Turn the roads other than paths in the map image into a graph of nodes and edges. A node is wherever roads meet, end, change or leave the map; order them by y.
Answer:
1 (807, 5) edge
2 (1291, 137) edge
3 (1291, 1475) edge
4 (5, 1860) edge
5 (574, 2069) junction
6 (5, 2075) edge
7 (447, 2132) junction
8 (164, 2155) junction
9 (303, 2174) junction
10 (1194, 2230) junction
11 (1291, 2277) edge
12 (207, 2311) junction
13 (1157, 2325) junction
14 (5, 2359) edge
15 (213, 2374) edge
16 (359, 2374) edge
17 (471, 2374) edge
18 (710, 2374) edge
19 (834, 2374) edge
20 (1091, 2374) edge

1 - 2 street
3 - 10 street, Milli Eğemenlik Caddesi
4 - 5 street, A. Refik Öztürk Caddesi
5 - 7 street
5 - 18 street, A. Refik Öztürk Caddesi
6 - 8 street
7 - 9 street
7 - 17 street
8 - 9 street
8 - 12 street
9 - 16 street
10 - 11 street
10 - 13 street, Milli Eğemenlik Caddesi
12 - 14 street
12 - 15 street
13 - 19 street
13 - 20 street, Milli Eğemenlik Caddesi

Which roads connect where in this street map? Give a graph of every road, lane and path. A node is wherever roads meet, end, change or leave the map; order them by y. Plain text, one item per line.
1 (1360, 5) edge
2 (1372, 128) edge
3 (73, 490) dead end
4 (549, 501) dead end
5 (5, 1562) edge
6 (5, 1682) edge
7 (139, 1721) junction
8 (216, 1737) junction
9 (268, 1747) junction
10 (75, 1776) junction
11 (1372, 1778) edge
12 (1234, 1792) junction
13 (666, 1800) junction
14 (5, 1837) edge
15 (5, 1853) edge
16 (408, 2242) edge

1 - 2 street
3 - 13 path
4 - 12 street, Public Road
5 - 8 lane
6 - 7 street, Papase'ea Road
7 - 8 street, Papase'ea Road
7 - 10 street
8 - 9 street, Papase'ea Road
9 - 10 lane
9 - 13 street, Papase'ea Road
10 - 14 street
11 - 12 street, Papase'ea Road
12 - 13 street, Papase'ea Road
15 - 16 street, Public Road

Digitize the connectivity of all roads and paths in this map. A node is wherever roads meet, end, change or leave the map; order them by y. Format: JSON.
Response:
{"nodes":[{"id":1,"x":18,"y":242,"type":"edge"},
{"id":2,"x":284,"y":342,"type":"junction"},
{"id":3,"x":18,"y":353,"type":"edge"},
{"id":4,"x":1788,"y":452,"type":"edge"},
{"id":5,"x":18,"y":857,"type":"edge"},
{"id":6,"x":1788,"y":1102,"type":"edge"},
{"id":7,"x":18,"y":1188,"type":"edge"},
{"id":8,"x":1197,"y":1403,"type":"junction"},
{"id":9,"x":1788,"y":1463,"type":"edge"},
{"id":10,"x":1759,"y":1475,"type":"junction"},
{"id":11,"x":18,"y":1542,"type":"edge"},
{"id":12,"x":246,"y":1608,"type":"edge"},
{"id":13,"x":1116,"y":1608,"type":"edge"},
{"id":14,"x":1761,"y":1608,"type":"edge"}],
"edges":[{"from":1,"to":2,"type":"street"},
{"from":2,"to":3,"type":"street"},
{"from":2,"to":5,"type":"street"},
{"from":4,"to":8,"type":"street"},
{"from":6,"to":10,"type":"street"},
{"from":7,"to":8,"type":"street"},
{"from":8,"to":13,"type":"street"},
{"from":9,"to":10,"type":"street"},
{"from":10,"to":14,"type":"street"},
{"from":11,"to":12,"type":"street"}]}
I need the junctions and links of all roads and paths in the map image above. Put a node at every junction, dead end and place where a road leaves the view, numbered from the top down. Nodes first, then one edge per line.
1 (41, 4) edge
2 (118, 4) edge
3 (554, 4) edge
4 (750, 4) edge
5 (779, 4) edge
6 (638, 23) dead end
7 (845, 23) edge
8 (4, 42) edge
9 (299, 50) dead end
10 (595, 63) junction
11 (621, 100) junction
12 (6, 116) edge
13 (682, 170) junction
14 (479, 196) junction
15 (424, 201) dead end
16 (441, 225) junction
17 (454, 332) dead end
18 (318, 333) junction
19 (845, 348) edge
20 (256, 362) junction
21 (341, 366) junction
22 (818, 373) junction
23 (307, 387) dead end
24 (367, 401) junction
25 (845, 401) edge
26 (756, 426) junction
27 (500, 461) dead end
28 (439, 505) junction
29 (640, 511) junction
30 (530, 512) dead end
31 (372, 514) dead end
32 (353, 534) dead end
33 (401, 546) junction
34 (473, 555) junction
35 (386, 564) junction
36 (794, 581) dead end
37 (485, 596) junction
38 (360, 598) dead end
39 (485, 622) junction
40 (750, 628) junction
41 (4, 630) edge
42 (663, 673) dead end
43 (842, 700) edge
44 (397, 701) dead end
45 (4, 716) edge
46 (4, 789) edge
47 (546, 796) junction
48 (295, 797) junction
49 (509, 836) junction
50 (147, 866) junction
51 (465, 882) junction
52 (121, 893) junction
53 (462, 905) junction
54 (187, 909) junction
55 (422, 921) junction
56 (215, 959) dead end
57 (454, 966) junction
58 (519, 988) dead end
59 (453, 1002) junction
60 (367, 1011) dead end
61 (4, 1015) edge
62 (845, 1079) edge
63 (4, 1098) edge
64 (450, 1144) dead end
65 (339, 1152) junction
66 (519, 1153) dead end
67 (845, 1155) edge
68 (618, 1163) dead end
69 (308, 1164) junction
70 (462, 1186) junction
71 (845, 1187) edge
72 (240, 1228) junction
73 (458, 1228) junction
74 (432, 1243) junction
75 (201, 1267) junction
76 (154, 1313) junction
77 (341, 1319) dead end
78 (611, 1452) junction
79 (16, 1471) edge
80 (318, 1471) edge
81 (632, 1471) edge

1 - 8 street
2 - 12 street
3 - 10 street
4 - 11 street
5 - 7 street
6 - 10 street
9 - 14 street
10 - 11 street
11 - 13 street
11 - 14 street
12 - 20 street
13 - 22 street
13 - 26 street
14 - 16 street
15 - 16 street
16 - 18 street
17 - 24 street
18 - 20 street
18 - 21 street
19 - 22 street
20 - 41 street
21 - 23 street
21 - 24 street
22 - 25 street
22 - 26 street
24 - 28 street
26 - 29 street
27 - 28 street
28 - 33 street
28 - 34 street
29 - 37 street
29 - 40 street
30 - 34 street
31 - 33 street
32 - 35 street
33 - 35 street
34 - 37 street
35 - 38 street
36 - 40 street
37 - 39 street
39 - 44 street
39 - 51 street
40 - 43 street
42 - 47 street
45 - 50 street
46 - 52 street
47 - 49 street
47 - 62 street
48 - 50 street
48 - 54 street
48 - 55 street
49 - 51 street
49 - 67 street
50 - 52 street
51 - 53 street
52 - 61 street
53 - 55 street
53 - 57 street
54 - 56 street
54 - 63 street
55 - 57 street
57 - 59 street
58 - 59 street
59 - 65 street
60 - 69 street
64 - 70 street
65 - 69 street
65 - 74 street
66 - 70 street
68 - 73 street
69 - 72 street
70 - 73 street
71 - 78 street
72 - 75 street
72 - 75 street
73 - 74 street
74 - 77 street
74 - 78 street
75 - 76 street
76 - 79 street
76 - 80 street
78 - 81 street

· · · · ·

**WORK TASK:** All of the entries above must be output word for word.

**TASK RESULT:**
Turn the roads other than paths in the map image into a graph of nodes and edges. A node is wherever roads meet, end, change or leave the map; order them by y.
Answer:
1 (807, 5) edge
2 (1291, 137) edge
3 (1291, 1475) edge
4 (5, 1860) edge
5 (574, 2069) junction
6 (5, 2075) edge
7 (447, 2132) junction
8 (164, 2155) junction
9 (303, 2174) junction
10 (1194, 2230) junction
11 (1291, 2277) edge
12 (207, 2311) junction
13 (1157, 2325) junction
14 (5, 2359) edge
15 (213, 2374) edge
16 (359, 2374) edge
17 (471, 2374) edge
18 (710, 2374) edge
19 (834, 2374) edge
20 (1091, 2374) edge

1 - 2 street
3 - 10 street, Milli Eğemenlik Caddesi
4 - 5 street, A. Refik Öztürk Caddesi
5 - 7 street
5 - 18 street, A. Refik Öztürk Caddesi
6 - 8 street
7 - 9 street
7 - 17 street
8 - 9 street
8 - 12 street
9 - 16 street
10 - 11 street
10 - 13 street, Milli Eğemenlik Caddesi
12 - 14 street
12 - 15 street
13 - 19 street
13 - 20 street, Milli Eğemenlik Caddesi

Which roads connect where in this street map? Give a graph of every road, lane and path. A node is wherever roads meet, end, change or leave the map; order them by y. Plain text, one item per line.
1 (1360, 5) edge
2 (1372, 128) edge
3 (73, 490) dead end
4 (549, 501) dead end
5 (5, 1562) edge
6 (5, 1682) edge
7 (139, 1721) junction
8 (216, 1737) junction
9 (268, 1747) junction
10 (75, 1776) junction
11 (1372, 1778) edge
12 (1234, 1792) junction
13 (666, 1800) junction
14 (5, 1837) edge
15 (5, 1853) edge
16 (408, 2242) edge

1 - 2 street
3 - 13 path
4 - 12 street, Public Road
5 - 8 lane
6 - 7 street, Papase'ea Road
7 - 8 street, Papase'ea Road
7 - 10 street
8 - 9 street, Papase'ea Road
9 - 10 lane
9 - 13 street, Papase'ea Road
10 - 14 street
11 - 12 street, Papase'ea Road
12 - 13 street, Papase'ea Road
15 - 16 street, Public Road

Digitize the connectivity of all roads and paths in this map. A node is wherever roads meet, end, change or leave the map; order them by y. Format: JSON.
Response:
{"nodes":[{"id":1,"x":18,"y":242,"type":"edge"},
{"id":2,"x":284,"y":342,"type":"junction"},
{"id":3,"x":18,"y":353,"type":"edge"},
{"id":4,"x":1788,"y":452,"type":"edge"},
{"id":5,"x":18,"y":857,"type":"edge"},
{"id":6,"x":1788,"y":1102,"type":"edge"},
{"id":7,"x":18,"y":1188,"type":"edge"},
{"id":8,"x":1197,"y":1403,"type":"junction"},
{"id":9,"x":1788,"y":1463,"type":"edge"},
{"id":10,"x":1759,"y":1475,"type":"junction"},
{"id":11,"x":18,"y":1542,"type":"edge"},
{"id":12,"x":246,"y":1608,"type":"edge"},
{"id":13,"x":1116,"y":1608,"type":"edge"},
{"id":14,"x":1761,"y":1608,"type":"edge"}],
"edges":[{"from":1,"to":2,"type":"street"},
{"from":2,"to":3,"type":"street"},
{"from":2,"to":5,"type":"street"},
{"from":4,"to":8,"type":"street"},
{"from":6,"to":10,"type":"street"},
{"from":7,"to":8,"type":"street"},
{"from":8,"to":13,"type":"street"},
{"from":9,"to":10,"type":"street"},
{"from":10,"to":14,"type":"street"},
{"from":11,"to":12,"type":"street"}]}
I need the junctions and links of all roads and paths in the map image above. Put a node at every junction, dead end and place where a road leaves the view, numbered from the top down. Nodes first, then one edge per line.
1 (41, 4) edge
2 (118, 4) edge
3 (554, 4) edge
4 (750, 4) edge
5 (779, 4) edge
6 (638, 23) dead end
7 (845, 23) edge
8 (4, 42) edge
9 (299, 50) dead end
10 (595, 63) junction
11 (621, 100) junction
12 (6, 116) edge
13 (682, 170) junction
14 (479, 196) junction
15 (424, 201) dead end
16 (441, 225) junction
17 (454, 332) dead end
18 (318, 333) junction
19 (845, 348) edge
20 (256, 362) junction
21 (341, 366) junction
22 (818, 373) junction
23 (307, 387) dead end
24 (367, 401) junction
25 (845, 401) edge
26 (756, 426) junction
27 (500, 461) dead end
28 (439, 505) junction
29 (640, 511) junction
30 (530, 512) dead end
31 (372, 514) dead end
32 (353, 534) dead end
33 (401, 546) junction
34 (473, 555) junction
35 (386, 564) junction
36 (794, 581) dead end
37 (485, 596) junction
38 (360, 598) dead end
39 (485, 622) junction
40 (750, 628) junction
41 (4, 630) edge
42 (663, 673) dead end
43 (842, 700) edge
44 (397, 701) dead end
45 (4, 716) edge
46 (4, 789) edge
47 (546, 796) junction
48 (295, 797) junction
49 (509, 836) junction
50 (147, 866) junction
51 (465, 882) junction
52 (121, 893) junction
53 (462, 905) junction
54 (187, 909) junction
55 (422, 921) junction
56 (215, 959) dead end
57 (454, 966) junction
58 (519, 988) dead end
59 (453, 1002) junction
60 (367, 1011) dead end
61 (4, 1015) edge
62 (845, 1079) edge
63 (4, 1098) edge
64 (450, 1144) dead end
65 (339, 1152) junction
66 (519, 1153) dead end
67 (845, 1155) edge
68 (618, 1163) dead end
69 (308, 1164) junction
70 (462, 1186) junction
71 (845, 1187) edge
72 (240, 1228) junction
73 (458, 1228) junction
74 (432, 1243) junction
75 (201, 1267) junction
76 (154, 1313) junction
77 (341, 1319) dead end
78 (611, 1452) junction
79 (16, 1471) edge
80 (318, 1471) edge
81 (632, 1471) edge

1 - 8 street
2 - 12 street
3 - 10 street
4 - 11 street
5 - 7 street
6 - 10 street
9 - 14 street
10 - 11 street
11 - 13 street
11 - 14 street
12 - 20 street
13 - 22 street
13 - 26 street
14 - 16 street
15 - 16 street
16 - 18 street
17 - 24 street
18 - 20 street
18 - 21 street
19 - 22 street
20 - 41 street
21 - 23 street
21 - 24 street
22 - 25 street
22 - 26 street
24 - 28 street
26 - 29 street
27 - 28 street
28 - 33 street
28 - 34 street
29 - 37 street
29 - 40 street
30 - 34 street
31 - 33 street
32 - 35 street
33 - 35 street
34 - 37 street
35 - 38 street
36 - 40 street
37 - 39 street
39 - 44 street
39 - 51 street
40 - 43 street
42 - 47 street
45 - 50 street
46 - 52 street
47 - 49 street
47 - 62 street
48 - 50 street
48 - 54 street
48 - 55 street
49 - 51 street
49 - 67 street
50 - 52 street
51 - 53 street
52 - 61 street
53 - 55 street
53 - 57 street
54 - 56 street
54 - 63 street
55 - 57 street
57 - 59 street
58 - 59 street
59 - 65 street
60 - 69 street
64 - 70 street
65 - 69 street
65 - 74 street
66 - 70 street
68 - 73 street
69 - 72 street
70 - 73 street
71 - 78 street
72 - 75 street
72 - 75 street
73 - 74 street
74 - 77 street
74 - 78 street
75 - 76 street
76 - 79 street
76 - 80 street
78 - 81 street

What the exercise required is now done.